Réf. : CE 9° et 10° ch.-r., 10 février 2017, n° 383329, mentionné aux tables du recueil Lebon (N° Lexbase : A9955TMN)
Lecture: 13 min
N6955BWI
Citer l'article
Créer un lien vers ce contenu
par Marie-Astrid de Barmon, Rapporteur public au Conseil d'Etat
le 09 Mars 2017
Les faits à l'origine du litige sont les suivants. Par un arrêté du 26 janvier 2004, le maire de la commune de Saint-Gilles, dans le Gard, a accordé à la société X une autorisation de lotir en vue de réaliser un village équestre. Le préfet a toutefois pointé les difficultés liées au système d'évacuation des eaux pluviales soulevées par ce projet. A sa demande, le maire a retiré le permis de lotir par un arrêté du 29 avril 2004. La société X a saisi le tribunal administratif de Nîmes, qui a annulé le retrait du permis pour un motif de procédure et rétabli la requérante dans ses droits par un jugement du 8 décembre 2006, devenu définitif.

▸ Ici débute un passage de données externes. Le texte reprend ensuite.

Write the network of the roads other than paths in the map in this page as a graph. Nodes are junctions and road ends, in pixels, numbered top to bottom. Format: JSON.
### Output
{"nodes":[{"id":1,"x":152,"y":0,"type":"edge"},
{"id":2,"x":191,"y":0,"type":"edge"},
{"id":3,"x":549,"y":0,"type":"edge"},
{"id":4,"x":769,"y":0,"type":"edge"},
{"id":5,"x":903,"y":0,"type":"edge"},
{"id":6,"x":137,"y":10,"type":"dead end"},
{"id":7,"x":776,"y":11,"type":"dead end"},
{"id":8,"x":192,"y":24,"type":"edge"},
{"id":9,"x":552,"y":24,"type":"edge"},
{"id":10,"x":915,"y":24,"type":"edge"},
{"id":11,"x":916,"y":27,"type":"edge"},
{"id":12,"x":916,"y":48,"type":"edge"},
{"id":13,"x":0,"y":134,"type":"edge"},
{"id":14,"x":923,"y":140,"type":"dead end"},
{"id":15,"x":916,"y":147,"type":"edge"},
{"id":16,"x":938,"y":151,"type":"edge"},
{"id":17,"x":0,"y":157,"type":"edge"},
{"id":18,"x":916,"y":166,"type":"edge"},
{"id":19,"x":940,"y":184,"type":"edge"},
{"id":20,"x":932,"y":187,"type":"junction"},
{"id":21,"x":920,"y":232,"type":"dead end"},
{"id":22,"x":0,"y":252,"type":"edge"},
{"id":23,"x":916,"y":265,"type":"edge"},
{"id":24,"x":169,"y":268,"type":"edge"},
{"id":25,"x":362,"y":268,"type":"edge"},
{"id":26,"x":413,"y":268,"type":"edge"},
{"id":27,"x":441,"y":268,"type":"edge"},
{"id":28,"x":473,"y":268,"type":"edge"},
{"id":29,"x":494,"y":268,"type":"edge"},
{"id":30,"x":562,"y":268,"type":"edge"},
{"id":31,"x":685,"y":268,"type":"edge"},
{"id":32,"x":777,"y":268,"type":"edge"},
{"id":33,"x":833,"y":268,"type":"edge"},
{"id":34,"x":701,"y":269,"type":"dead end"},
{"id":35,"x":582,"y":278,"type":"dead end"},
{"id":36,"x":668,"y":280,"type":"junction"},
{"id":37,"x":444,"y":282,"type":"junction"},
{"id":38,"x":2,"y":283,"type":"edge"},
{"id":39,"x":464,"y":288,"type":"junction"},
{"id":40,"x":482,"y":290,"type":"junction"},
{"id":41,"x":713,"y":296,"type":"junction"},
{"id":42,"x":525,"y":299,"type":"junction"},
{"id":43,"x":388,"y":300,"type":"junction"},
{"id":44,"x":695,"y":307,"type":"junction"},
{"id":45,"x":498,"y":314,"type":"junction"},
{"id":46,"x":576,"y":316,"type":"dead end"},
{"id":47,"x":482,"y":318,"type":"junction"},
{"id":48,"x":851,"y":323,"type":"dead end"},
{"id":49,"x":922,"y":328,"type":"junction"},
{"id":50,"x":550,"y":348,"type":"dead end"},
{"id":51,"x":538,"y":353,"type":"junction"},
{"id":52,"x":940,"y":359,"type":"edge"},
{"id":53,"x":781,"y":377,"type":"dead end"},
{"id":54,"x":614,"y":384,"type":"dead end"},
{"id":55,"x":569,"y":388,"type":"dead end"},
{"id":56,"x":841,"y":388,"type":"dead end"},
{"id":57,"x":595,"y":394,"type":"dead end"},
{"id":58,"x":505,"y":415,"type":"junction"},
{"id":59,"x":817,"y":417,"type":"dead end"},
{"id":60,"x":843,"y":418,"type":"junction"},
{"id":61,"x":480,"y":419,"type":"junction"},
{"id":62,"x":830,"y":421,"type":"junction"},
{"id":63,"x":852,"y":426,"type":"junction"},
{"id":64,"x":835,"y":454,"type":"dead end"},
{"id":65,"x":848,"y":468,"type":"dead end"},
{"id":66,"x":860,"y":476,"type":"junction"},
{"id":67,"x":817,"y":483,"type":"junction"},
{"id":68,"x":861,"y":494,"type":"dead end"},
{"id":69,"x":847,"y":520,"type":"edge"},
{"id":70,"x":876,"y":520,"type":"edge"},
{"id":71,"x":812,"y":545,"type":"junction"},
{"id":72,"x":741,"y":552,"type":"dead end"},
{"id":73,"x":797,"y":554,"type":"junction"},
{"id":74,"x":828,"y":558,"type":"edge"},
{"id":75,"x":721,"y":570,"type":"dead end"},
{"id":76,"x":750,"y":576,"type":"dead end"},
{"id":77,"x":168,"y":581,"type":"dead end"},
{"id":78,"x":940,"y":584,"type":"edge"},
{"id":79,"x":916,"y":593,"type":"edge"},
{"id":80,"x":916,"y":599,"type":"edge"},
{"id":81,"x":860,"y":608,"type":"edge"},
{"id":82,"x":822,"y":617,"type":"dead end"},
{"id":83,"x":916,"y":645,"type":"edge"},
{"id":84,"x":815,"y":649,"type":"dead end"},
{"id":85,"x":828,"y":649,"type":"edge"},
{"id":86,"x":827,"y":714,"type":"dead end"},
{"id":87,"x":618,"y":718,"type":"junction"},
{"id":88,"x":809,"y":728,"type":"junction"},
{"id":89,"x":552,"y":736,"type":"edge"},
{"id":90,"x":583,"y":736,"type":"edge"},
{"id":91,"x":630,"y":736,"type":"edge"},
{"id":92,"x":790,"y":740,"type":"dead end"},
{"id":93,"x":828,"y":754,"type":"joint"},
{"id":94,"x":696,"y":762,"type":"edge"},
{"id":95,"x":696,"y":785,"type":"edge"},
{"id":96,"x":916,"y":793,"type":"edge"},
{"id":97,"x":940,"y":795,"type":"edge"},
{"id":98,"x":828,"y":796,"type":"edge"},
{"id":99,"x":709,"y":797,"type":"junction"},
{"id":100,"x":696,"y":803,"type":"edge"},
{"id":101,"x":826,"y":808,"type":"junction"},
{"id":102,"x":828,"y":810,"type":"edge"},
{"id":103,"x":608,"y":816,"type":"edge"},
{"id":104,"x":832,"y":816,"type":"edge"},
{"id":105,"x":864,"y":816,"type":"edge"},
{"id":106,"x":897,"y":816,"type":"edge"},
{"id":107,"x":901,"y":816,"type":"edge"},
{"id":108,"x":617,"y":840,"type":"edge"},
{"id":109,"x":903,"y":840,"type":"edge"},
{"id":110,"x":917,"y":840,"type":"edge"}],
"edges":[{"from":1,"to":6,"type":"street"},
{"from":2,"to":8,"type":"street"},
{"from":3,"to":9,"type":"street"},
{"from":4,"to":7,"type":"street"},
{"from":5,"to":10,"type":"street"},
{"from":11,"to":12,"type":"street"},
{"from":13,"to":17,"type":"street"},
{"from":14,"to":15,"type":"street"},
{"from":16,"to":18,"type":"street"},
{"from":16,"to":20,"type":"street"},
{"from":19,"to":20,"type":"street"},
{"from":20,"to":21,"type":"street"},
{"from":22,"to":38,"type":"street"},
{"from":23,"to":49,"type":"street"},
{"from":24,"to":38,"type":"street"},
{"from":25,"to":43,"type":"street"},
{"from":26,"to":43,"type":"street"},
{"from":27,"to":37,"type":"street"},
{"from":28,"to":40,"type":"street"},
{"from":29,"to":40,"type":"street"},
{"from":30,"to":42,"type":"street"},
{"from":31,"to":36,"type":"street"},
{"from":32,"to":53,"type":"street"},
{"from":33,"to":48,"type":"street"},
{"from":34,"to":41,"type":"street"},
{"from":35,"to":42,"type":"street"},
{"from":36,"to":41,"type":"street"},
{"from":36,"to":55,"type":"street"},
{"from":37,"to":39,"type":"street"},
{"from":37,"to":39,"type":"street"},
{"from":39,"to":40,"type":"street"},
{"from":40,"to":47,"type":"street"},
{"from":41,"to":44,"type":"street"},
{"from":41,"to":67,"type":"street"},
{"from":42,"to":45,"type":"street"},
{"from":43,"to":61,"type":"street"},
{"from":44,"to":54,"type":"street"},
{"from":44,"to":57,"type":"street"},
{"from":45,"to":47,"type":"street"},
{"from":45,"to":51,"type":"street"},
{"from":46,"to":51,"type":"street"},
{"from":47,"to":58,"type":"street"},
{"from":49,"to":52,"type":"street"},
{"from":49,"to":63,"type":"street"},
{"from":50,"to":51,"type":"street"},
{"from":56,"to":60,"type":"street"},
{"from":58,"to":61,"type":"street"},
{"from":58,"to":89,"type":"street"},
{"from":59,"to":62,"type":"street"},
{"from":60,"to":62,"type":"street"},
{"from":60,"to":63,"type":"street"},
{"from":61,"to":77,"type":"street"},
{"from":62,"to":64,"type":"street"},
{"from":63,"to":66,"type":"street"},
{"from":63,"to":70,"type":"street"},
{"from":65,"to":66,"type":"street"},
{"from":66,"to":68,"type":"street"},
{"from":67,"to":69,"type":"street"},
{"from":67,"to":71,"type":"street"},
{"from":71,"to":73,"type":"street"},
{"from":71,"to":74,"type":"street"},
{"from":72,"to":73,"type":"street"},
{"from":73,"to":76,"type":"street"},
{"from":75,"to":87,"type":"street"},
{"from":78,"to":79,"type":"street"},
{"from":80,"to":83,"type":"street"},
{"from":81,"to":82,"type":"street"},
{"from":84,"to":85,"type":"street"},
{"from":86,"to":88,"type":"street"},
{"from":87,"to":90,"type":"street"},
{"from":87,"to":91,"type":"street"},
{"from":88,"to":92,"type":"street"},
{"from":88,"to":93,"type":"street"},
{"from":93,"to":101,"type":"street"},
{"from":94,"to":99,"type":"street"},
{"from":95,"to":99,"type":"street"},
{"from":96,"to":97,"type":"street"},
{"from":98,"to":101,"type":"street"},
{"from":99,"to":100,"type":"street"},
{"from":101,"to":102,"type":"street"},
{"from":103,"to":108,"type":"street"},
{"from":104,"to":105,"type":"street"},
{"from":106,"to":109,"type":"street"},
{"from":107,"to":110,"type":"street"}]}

Les services de l'eau et de la police des milieux aquatiques de la préfecture ont néanmoins rappelé à la société que le dispositif de rejet des eaux pluviales nécessitait une autorisation au titre de la loi sur l'eau, en vertu du I de l'article L. 214-3 du Code de l'environnement (N° Lexbase : L4464HWA). La préfecture lui a délivré cette autorisation le 29 octobre 2008.
La SARL a alors demandé à la communauté d'agglomération Nîmes-Métropole et à la commune de Saint-Gilles d'autoriser les travaux de raccordement aux réseaux publics d'eaux potables et d'eaux usées.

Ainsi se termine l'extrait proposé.